Psychisch kranke Menschen

Rehabilitation und Wohnen

Das Haus bietet psychisch erkrankten Menschen im Alter von 18 bis ca. 40 Jahren Hilfen im Bereich sozialer, medizinischer und beruflicher Rehabilitation. Allgemeines Ziel ist es, Menschen mit psychischer Krankheit so zu fördern, zu beraten und zu begleiten, dass sie ihr Leben in größerer Autonomie führen können.

Die Betroffenen befanden sich oft einmalig oder mehrmalig in psychiatrischen Kliniken in Behandlung. Sie  möchten lernen, mit ihrer Erkrankung das alltägliche Leben zu gestalten, berufliche Perspektiven zu entwickeln und möglichst selbständig zu wohnen.

Rehabilitation

Ziel der Rehabilitationsmaßnahmen ist es, psychisch erkrankte Menschen zur Teilhabe am sozialen und Arbeitsleben in der Gesellschaft zu befähigen. Es stehen 13 stationäre und 3 ambulante Plätze zur Verfügung.

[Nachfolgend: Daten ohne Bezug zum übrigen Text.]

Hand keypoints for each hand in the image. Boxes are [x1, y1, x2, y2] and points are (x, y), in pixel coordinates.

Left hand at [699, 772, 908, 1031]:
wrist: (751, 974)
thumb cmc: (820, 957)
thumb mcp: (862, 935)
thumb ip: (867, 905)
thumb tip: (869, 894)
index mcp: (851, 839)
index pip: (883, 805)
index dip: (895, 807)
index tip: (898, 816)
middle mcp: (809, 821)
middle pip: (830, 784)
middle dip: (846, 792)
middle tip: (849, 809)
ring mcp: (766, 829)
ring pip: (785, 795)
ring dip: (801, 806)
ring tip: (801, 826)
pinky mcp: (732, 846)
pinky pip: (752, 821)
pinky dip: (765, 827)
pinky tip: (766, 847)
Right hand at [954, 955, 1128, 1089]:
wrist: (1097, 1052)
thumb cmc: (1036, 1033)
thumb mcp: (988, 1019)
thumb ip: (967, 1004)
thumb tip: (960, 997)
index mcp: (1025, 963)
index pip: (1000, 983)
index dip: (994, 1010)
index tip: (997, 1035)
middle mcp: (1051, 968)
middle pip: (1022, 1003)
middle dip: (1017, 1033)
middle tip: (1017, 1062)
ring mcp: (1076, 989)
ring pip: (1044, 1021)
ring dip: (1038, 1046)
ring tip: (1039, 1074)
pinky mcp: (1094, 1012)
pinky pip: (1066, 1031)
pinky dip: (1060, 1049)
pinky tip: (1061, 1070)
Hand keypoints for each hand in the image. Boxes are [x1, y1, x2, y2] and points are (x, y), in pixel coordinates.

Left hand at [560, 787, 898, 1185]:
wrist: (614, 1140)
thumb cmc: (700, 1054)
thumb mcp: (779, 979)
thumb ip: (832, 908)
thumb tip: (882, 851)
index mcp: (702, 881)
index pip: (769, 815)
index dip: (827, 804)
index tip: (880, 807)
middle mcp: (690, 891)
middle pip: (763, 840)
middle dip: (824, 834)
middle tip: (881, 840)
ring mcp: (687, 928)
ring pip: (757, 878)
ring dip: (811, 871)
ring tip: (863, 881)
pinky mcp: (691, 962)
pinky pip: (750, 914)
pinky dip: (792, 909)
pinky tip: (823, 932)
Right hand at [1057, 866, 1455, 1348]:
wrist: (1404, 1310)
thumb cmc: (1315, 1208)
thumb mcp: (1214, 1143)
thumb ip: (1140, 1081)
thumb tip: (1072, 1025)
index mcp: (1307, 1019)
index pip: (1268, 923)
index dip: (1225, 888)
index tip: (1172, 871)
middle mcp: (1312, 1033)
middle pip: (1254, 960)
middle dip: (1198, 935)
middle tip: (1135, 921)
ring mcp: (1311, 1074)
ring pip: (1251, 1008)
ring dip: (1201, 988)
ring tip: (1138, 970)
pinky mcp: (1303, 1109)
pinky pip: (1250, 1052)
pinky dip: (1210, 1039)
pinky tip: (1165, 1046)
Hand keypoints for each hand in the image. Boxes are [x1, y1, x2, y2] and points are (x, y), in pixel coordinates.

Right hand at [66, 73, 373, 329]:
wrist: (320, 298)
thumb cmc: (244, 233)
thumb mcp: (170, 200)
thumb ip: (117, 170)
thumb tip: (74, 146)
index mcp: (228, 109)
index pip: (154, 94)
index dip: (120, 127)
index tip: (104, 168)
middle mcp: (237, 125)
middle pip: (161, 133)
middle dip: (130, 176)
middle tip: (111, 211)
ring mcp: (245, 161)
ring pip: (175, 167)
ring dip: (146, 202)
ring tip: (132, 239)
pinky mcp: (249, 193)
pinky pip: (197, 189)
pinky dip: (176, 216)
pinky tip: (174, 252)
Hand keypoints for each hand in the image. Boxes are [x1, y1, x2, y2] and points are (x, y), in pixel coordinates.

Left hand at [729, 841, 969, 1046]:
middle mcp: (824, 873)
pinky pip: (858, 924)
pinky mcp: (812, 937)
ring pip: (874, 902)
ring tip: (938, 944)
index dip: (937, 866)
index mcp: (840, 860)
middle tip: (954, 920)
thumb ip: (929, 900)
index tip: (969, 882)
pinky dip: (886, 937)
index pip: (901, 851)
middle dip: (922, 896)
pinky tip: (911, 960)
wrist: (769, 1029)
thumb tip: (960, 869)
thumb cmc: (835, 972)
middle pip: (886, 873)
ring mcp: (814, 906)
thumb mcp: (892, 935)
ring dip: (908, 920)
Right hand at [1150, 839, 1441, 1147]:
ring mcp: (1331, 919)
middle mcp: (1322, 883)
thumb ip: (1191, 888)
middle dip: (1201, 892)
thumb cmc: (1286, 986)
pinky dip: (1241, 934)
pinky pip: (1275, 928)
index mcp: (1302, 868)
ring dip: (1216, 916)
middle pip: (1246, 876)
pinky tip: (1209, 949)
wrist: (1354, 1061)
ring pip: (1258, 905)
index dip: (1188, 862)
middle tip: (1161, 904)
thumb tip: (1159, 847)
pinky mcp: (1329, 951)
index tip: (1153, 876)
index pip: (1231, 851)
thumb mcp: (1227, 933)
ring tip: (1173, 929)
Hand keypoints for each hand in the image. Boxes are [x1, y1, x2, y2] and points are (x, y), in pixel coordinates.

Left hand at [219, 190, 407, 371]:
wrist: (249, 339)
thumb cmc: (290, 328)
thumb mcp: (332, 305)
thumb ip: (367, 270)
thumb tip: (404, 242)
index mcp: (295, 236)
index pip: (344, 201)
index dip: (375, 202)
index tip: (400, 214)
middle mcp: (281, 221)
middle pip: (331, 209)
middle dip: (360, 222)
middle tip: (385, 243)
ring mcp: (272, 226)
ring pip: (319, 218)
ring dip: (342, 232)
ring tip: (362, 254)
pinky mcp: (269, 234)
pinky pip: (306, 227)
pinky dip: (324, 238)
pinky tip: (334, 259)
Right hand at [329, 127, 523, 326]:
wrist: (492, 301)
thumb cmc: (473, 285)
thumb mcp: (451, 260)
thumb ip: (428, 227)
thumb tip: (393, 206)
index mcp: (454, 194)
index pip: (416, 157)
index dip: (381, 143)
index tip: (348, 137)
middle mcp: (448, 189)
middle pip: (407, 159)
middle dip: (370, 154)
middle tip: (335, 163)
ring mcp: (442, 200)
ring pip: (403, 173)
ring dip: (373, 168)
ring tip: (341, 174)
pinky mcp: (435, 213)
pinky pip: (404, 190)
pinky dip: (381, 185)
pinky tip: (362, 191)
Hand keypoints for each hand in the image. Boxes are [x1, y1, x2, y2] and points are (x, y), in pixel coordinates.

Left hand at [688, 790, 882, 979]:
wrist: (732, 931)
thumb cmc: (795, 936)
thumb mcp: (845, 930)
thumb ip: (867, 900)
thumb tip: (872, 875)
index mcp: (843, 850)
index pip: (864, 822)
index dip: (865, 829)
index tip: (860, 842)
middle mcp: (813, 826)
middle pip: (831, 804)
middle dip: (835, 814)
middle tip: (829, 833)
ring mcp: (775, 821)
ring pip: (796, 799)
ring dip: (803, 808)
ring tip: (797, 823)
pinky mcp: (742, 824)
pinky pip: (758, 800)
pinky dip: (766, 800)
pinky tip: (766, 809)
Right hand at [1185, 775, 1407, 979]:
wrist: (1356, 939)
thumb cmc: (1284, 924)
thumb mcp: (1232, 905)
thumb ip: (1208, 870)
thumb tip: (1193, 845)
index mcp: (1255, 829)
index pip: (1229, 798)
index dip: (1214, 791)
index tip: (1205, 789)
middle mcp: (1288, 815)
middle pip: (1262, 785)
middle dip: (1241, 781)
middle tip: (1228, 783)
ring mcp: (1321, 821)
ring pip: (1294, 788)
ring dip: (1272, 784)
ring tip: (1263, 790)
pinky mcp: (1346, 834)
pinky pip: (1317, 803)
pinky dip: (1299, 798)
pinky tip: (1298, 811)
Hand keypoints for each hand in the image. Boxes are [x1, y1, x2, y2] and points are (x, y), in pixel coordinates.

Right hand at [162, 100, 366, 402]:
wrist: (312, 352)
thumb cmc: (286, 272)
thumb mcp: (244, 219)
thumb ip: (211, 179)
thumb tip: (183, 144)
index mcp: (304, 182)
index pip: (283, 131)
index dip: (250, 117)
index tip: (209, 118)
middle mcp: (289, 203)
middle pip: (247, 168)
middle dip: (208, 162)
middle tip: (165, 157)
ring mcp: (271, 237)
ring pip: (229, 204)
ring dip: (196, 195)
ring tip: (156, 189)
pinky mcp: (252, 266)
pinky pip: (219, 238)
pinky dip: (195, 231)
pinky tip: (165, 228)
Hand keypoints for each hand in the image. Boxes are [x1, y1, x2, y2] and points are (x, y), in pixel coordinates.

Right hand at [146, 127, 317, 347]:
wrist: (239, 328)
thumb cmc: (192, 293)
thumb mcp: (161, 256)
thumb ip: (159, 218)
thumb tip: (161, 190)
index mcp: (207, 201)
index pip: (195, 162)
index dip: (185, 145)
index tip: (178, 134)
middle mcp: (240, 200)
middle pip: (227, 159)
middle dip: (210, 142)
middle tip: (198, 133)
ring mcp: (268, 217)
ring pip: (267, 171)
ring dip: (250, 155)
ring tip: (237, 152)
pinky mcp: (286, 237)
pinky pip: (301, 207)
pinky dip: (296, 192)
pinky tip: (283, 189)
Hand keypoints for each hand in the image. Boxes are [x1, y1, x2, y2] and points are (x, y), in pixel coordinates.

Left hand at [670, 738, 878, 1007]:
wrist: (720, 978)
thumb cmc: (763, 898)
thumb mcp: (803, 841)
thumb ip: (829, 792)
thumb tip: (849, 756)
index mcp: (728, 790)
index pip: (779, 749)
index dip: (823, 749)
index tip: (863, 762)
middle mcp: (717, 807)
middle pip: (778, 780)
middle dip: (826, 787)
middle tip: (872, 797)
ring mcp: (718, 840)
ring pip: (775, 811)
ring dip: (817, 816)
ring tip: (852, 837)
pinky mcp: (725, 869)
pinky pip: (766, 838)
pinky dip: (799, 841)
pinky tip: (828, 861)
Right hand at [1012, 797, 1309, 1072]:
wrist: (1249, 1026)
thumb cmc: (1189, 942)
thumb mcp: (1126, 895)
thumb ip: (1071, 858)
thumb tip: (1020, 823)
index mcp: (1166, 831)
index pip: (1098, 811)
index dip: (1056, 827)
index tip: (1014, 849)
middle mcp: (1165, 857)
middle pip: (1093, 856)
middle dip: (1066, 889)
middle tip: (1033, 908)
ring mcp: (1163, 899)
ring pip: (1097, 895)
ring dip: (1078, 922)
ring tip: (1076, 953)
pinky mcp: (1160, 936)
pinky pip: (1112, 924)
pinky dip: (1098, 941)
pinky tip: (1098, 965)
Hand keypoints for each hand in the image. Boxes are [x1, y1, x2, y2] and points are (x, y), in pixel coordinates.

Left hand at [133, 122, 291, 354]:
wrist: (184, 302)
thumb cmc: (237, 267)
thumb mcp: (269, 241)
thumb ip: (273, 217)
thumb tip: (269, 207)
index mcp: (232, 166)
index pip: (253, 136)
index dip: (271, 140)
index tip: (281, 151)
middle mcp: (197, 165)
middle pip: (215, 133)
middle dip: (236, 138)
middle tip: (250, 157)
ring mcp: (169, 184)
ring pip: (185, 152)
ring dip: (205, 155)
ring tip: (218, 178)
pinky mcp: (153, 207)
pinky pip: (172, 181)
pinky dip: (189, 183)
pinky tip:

Das persönliche Reha-Programm umfasst einen medizinisch-psychiatrischen Bereich, einen psychosozialen Bereich sowie einen Arbeits- und Wohnbereich. Die medizinische Phase kann 3 bis maximal 12 Monate dauern. Anschließend steht die berufliche Förderung im Vordergrund. Diese findet in Betrieben und/oder berufsbildenden Einrichtungen statt. Die Rehabilitanden bleiben während dieser Zeit im Elisabeth-Lutz-Haus wohnen - bei ambulanten Maßnahmen in ihrer Wohnung - und erhalten weiterhin ärztliche Behandlung sowie psychosoziale Betreuung. Die Maßnahme dauert in der Regel 6 Monate.

Übergangsheim

Das Übergangsheim des Elisabeth-Lutz-Hauses ist eine stationäre Einrichtung der Eingliederungshilfe  für jüngere psychisch erkrankte Menschen. Es stehen 14 Plätze zur Verfügung. Ziel ist, die Teilhabe am gesellschaftlichen Leben so selbständig wie möglich zu gestalten. Angeboten wird eine kombinierte Förderung in den Bereichen Wohnen und Tagesstruktur. Die Bewohner finden dort ein familiäres und überschaubares Lernfeld vor. Die Angebote zur Tagesstrukturierung können auch von Personen in eigener Wohnung teilstationär genutzt werden.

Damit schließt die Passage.